EXERCISE -
Retype precisely the section of the data that starts at the line containing "middle tip: (411, 323)" and runs to its final line, ends included.

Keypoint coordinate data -

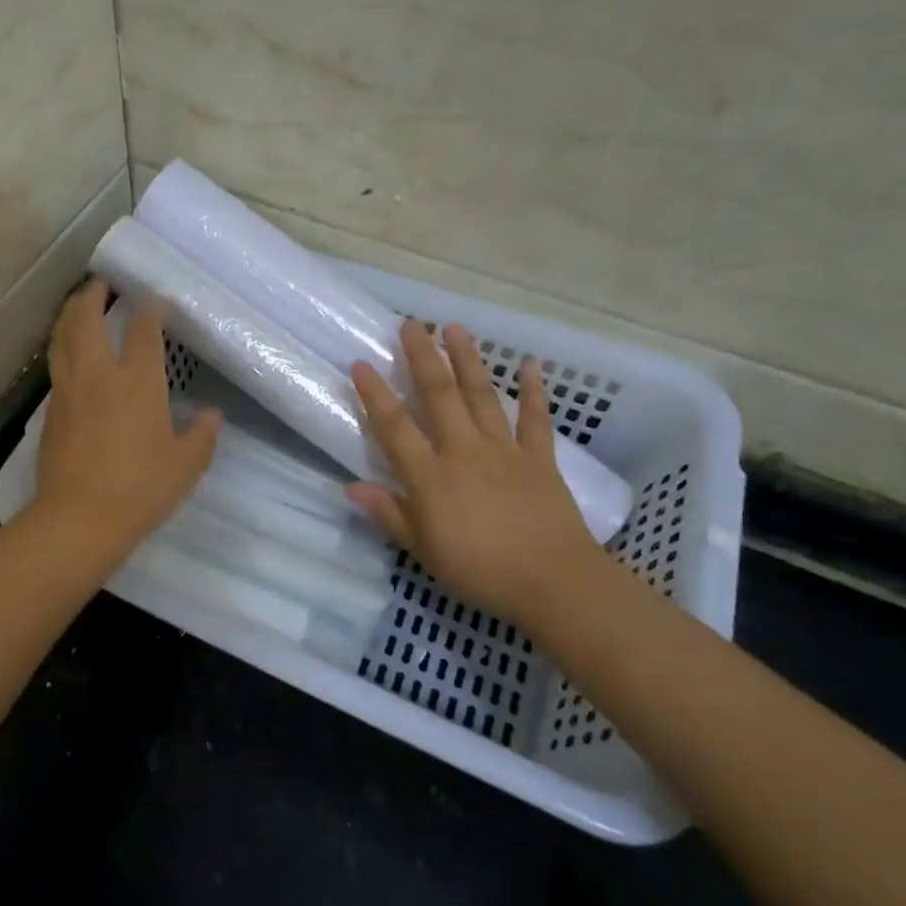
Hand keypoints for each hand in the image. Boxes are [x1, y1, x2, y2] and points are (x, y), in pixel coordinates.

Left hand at [31, 280, 220, 559]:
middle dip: (93, 295)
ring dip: (70, 314)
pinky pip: (55, 364)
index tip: (154, 301)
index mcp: (137, 382)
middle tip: (101, 284)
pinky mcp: (51, 409)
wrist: (78, 518)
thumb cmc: (139, 489)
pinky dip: (62, 346)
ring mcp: (69, 389)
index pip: (143, 331)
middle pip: (87, 319)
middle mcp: (99, 374)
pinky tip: (69, 353)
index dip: (149, 310)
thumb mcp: (185, 466)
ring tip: (78, 305)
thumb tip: (213, 415)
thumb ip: (202, 437)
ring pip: (62, 337)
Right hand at [346, 319, 606, 624]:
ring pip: (481, 396)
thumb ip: (389, 514)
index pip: (394, 426)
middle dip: (422, 357)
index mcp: (430, 475)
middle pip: (439, 395)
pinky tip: (531, 366)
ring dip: (467, 360)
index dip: (375, 394)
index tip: (361, 363)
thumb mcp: (423, 549)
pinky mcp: (539, 459)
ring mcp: (504, 451)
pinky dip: (534, 391)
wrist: (554, 583)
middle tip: (411, 323)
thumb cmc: (480, 570)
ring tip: (455, 328)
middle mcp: (463, 450)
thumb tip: (351, 488)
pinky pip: (535, 420)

ANSWER TO THE PROBLEM -
middle tip: (411, 323)
thumb cmc: (480, 570)
ring tip: (455, 328)
middle mcp: (463, 450)
thumb tip: (351, 488)
pinky pip: (535, 420)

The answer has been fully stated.